• Work to complete:
Transcribe the data below verbatim from the line with "M0 1142 266 1018 292 996 437 883" to the line with "const primary = new". Include both of those lines.

• Exercise material:

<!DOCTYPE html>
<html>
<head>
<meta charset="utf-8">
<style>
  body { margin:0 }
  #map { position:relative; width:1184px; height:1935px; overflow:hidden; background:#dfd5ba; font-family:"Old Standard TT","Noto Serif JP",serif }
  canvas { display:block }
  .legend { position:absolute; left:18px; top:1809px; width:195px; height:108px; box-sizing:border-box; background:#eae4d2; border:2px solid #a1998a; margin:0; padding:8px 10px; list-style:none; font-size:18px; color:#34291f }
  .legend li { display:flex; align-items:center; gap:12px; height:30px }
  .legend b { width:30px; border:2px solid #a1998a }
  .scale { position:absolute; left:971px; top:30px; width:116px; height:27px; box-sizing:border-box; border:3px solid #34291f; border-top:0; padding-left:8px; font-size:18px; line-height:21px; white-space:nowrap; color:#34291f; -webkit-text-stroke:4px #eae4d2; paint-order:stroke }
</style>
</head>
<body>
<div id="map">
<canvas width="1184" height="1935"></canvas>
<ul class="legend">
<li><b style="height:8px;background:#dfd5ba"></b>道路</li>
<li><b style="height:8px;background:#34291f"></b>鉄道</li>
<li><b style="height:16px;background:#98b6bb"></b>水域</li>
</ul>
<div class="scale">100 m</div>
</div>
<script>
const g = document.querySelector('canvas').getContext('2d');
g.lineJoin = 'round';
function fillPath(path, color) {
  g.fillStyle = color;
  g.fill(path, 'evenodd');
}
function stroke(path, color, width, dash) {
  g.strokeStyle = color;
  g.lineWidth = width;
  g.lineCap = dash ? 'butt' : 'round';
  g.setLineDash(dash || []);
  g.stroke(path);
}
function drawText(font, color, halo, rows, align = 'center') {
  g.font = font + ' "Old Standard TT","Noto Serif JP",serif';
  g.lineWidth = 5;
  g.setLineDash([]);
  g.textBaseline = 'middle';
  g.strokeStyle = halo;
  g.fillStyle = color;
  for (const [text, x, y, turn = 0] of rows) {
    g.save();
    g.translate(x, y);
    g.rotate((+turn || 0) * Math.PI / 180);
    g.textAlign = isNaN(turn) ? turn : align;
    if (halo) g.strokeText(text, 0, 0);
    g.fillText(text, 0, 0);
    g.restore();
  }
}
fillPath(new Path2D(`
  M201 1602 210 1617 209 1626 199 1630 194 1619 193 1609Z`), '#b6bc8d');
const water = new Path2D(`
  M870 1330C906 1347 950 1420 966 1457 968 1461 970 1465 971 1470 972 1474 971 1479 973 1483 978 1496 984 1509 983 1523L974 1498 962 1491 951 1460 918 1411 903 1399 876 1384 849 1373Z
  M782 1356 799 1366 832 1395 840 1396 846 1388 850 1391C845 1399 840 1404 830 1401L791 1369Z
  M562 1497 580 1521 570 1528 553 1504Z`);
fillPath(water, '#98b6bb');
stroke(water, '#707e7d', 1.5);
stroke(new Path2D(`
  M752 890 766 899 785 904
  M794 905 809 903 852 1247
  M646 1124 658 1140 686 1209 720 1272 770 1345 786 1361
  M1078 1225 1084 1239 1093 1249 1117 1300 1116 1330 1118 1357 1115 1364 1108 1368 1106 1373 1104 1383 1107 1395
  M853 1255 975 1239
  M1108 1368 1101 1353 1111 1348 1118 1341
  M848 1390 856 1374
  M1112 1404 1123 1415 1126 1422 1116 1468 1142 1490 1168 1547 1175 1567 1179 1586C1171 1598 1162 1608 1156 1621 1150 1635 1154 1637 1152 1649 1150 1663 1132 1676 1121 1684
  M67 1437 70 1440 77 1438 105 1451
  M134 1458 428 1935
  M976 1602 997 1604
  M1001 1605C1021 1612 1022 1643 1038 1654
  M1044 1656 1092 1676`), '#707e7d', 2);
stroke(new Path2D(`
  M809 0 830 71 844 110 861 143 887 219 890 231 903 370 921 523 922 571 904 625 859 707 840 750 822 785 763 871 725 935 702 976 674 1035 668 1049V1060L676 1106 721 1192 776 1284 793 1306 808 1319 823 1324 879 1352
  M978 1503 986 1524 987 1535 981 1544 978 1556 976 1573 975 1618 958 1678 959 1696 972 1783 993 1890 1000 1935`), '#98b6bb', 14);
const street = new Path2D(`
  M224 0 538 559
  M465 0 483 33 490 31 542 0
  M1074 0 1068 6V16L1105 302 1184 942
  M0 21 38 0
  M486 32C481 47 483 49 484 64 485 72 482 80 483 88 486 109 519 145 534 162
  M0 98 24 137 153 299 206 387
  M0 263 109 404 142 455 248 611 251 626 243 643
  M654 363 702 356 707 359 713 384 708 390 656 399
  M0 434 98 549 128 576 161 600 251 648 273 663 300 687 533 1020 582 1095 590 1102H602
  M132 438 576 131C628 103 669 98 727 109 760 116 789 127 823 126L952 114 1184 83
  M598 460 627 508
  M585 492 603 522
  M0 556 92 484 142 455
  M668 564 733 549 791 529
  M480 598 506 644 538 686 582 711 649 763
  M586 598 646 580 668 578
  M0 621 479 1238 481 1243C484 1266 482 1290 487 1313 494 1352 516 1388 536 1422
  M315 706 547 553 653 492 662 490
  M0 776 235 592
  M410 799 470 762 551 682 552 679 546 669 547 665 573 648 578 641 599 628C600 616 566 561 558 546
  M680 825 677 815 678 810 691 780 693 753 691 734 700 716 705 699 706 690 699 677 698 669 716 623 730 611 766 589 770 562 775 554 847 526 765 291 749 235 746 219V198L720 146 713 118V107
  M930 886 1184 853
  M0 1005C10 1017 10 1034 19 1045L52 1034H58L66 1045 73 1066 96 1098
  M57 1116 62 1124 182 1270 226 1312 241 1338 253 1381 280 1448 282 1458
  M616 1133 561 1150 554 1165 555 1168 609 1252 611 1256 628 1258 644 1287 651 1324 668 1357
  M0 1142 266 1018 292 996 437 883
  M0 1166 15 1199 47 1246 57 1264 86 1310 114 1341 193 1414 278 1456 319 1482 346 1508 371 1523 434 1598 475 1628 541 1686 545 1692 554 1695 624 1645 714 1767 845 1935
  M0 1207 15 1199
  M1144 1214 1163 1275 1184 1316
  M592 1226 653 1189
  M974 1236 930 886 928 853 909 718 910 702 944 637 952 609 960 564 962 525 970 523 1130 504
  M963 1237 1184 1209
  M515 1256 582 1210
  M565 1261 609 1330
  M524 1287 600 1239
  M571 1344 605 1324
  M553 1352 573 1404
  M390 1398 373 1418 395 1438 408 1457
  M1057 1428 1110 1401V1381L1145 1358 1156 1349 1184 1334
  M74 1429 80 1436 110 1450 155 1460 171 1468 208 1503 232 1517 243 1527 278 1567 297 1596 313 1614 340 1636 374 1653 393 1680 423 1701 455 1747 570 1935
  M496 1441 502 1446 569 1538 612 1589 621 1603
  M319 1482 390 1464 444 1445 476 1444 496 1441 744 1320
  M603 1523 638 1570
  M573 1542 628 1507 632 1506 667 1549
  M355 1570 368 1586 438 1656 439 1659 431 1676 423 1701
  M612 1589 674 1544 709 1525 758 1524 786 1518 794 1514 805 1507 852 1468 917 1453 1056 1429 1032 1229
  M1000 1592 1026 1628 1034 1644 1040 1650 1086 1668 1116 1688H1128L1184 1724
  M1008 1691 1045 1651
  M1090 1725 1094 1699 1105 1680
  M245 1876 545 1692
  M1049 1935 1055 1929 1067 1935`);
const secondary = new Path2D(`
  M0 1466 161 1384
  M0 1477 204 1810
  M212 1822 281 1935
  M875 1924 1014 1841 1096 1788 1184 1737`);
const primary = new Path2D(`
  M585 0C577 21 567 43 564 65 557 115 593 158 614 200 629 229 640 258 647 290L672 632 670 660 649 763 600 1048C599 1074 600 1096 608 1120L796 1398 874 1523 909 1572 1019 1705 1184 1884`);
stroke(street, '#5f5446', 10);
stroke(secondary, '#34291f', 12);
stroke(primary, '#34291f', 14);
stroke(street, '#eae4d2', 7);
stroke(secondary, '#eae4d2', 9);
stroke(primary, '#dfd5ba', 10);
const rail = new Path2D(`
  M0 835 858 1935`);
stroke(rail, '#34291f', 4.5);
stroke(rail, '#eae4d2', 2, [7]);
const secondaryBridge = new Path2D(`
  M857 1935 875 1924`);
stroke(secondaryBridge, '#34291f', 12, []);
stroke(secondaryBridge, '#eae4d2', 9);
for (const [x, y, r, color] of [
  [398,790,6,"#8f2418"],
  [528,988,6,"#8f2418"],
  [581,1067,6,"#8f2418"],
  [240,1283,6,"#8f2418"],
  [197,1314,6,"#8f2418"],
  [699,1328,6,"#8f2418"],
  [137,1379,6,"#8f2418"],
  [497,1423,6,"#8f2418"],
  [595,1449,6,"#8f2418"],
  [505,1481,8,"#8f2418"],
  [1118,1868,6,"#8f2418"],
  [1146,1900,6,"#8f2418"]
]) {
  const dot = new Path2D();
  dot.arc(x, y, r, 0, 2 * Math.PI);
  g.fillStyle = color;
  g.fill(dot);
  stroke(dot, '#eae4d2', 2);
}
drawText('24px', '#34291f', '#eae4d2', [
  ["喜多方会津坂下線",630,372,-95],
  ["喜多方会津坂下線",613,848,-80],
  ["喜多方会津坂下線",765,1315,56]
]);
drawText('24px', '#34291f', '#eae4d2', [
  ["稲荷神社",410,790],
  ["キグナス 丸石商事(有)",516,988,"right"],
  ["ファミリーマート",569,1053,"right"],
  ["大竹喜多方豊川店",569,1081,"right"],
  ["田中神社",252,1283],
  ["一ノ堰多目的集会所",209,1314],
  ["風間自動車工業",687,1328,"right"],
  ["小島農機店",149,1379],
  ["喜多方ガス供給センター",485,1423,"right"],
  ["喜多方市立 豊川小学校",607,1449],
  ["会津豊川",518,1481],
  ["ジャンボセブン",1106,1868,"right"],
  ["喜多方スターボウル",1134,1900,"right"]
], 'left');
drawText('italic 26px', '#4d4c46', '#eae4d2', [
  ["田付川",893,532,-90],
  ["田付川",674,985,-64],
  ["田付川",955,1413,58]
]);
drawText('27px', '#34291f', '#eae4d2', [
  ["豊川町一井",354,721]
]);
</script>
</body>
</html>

--

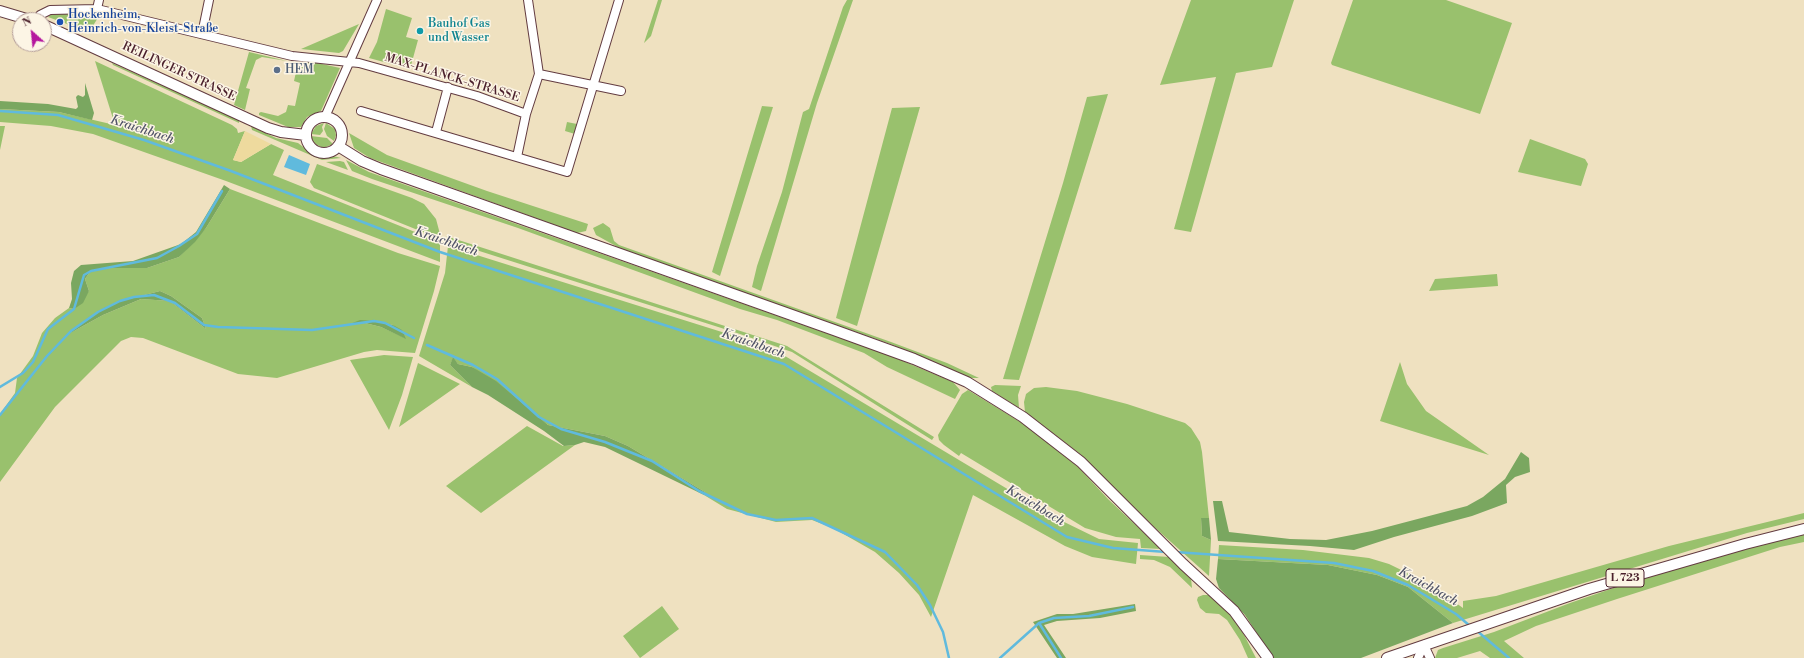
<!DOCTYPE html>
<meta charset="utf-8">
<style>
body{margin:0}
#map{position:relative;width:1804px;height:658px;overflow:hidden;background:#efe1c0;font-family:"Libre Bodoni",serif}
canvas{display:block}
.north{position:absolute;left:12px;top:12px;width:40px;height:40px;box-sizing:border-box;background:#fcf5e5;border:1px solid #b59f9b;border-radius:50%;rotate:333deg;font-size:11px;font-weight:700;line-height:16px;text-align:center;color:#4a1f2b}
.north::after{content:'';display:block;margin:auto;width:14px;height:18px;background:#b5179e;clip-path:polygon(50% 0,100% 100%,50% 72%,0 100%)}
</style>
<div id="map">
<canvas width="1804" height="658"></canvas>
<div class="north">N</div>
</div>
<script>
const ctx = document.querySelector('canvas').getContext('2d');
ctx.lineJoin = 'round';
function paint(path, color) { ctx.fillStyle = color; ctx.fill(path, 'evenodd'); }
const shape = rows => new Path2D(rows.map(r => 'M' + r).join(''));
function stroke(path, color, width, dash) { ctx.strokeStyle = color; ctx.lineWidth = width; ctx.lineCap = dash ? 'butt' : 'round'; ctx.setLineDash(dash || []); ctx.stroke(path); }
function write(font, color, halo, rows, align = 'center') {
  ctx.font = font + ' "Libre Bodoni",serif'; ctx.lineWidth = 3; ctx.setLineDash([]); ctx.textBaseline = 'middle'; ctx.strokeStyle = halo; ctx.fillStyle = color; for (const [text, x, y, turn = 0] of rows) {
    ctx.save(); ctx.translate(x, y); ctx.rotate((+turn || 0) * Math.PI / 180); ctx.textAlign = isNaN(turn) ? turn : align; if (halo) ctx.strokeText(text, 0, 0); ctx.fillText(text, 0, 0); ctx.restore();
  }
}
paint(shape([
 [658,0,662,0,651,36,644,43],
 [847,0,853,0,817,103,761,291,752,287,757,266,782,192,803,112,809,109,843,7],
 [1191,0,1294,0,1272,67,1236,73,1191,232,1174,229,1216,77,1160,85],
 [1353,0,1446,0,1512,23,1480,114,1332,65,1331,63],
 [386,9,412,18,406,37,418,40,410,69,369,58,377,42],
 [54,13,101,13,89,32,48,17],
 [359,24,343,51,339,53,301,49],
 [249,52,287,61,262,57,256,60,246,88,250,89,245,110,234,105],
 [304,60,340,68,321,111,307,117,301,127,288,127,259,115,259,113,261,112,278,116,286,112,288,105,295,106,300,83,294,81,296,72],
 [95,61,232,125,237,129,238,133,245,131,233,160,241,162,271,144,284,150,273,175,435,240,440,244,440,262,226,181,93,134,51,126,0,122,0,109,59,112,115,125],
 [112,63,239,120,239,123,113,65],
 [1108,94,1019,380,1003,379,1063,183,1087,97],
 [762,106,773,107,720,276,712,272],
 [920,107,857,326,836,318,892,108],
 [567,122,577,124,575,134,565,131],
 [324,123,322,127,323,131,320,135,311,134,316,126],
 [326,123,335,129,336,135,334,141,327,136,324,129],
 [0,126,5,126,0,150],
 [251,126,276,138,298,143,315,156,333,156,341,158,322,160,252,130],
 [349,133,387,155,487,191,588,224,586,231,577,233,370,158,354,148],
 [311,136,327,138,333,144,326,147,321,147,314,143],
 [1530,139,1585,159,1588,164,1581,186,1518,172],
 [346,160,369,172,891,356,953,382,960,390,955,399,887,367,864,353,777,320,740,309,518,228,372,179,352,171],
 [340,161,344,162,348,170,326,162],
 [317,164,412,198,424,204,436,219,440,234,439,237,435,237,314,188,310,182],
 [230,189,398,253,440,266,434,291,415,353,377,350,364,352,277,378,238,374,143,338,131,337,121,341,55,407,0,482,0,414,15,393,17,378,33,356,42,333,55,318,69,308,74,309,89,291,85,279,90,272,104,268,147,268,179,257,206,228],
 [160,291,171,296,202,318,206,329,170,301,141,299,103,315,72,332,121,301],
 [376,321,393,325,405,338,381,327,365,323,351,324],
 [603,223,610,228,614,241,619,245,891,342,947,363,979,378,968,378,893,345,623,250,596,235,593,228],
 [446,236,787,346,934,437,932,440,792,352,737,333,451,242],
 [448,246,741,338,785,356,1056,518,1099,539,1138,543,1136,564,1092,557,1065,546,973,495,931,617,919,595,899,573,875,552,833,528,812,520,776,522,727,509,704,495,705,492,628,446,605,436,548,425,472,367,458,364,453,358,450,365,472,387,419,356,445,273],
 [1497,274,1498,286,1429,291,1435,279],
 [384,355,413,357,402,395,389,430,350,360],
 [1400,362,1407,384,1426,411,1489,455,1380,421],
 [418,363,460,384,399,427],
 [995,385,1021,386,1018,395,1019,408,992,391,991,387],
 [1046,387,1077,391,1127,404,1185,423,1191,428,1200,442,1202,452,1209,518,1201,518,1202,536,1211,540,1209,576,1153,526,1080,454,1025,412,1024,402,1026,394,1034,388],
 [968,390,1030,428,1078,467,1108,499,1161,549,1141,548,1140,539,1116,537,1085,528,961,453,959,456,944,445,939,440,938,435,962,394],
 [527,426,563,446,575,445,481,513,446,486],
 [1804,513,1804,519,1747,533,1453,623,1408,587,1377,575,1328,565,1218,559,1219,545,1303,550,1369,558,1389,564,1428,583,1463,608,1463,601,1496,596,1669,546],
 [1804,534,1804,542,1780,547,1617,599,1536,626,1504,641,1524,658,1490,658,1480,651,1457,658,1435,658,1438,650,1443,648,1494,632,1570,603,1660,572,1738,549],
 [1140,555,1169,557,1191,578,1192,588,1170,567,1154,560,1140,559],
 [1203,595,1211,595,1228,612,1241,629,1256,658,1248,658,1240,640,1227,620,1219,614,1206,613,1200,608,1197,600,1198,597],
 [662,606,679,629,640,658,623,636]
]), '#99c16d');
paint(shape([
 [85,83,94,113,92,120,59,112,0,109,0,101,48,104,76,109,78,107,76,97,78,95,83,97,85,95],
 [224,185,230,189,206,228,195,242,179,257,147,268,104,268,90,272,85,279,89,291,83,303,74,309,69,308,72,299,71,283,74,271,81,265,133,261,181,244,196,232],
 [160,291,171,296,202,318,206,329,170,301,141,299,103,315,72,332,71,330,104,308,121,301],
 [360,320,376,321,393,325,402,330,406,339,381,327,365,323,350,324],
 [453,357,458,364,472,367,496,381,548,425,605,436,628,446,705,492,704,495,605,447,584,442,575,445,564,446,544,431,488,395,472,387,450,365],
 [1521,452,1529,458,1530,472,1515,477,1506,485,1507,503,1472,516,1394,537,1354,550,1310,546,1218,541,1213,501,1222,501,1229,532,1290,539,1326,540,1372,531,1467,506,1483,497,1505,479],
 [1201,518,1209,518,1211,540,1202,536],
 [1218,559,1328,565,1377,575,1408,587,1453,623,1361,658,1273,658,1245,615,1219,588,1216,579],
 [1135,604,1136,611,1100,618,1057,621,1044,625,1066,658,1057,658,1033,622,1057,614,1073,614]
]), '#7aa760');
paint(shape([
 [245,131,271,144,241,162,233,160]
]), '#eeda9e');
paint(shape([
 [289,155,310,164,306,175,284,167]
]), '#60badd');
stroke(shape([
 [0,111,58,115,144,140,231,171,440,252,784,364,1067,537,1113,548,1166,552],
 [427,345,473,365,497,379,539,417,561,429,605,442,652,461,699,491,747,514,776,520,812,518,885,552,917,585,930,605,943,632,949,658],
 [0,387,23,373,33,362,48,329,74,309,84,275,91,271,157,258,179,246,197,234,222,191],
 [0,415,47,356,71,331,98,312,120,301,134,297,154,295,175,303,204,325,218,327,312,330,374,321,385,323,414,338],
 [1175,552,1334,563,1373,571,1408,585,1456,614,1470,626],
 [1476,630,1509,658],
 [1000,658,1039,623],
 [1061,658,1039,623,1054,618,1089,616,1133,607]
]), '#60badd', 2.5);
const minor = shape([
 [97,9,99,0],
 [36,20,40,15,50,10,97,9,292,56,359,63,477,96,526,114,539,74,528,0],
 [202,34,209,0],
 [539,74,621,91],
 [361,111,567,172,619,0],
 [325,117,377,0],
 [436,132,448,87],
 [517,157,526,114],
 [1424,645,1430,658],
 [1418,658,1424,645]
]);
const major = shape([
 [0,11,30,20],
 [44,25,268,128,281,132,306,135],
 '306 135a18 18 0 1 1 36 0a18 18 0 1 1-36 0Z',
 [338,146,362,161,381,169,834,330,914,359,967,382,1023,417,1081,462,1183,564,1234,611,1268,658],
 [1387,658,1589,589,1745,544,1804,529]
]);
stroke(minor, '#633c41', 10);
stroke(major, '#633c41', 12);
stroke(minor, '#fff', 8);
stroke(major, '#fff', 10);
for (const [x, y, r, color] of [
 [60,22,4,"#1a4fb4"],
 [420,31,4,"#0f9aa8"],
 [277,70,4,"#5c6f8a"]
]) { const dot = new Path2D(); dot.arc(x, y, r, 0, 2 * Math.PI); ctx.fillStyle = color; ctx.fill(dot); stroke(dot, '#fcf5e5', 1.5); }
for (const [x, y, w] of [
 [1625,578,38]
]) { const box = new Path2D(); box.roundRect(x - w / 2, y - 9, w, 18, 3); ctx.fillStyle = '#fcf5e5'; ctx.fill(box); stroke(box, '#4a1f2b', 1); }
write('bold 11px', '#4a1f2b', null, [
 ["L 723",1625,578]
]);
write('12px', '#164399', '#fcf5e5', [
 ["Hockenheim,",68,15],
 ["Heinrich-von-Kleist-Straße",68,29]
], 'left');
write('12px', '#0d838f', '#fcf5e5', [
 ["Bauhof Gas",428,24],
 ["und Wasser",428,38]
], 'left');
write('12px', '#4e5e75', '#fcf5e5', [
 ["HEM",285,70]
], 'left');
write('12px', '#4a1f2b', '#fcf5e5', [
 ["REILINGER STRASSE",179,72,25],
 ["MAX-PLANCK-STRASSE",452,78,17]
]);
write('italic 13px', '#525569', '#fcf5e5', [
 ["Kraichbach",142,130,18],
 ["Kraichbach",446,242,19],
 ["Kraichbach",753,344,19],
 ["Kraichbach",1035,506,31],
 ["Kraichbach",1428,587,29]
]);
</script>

• Result:
  M0 1142 266 1018 292 996 437 883
  M0 1166 15 1199 47 1246 57 1264 86 1310 114 1341 193 1414 278 1456 319 1482 346 1508 371 1523 434 1598 475 1628 541 1686 545 1692 554 1695 624 1645 714 1767 845 1935
  M0 1207 15 1199
  M1144 1214 1163 1275 1184 1316
  M592 1226 653 1189
  M974 1236 930 886 928 853 909 718 910 702 944 637 952 609 960 564 962 525 970 523 1130 504
  M963 1237 1184 1209
  M515 1256 582 1210
  M565 1261 609 1330
  M524 1287 600 1239
  M571 1344 605 1324
  M553 1352 573 1404
  M390 1398 373 1418 395 1438 408 1457
  M1057 1428 1110 1401V1381L1145 1358 1156 1349 1184 1334
  M74 1429 80 1436 110 1450 155 1460 171 1468 208 1503 232 1517 243 1527 278 1567 297 1596 313 1614 340 1636 374 1653 393 1680 423 1701 455 1747 570 1935
  M496 1441 502 1446 569 1538 612 1589 621 1603
  M319 1482 390 1464 444 1445 476 1444 496 1441 744 1320
  M603 1523 638 1570
  M573 1542 628 1507 632 1506 667 1549
  M355 1570 368 1586 438 1656 439 1659 431 1676 423 1701
  M612 1589 674 1544 709 1525 758 1524 786 1518 794 1514 805 1507 852 1468 917 1453 1056 1429 1032 1229
  M1000 1592 1026 1628 1034 1644 1040 1650 1086 1668 1116 1688H1128L1184 1724
  M1008 1691 1045 1651
  M1090 1725 1094 1699 1105 1680
  M245 1876 545 1692
  M1049 1935 1055 1929 1067 1935`);
const secondary = new Path2D(`
  M0 1466 161 1384
  M0 1477 204 1810
  M212 1822 281 1935
  M875 1924 1014 1841 1096 1788 1184 1737`);
const primary = new Path2D(`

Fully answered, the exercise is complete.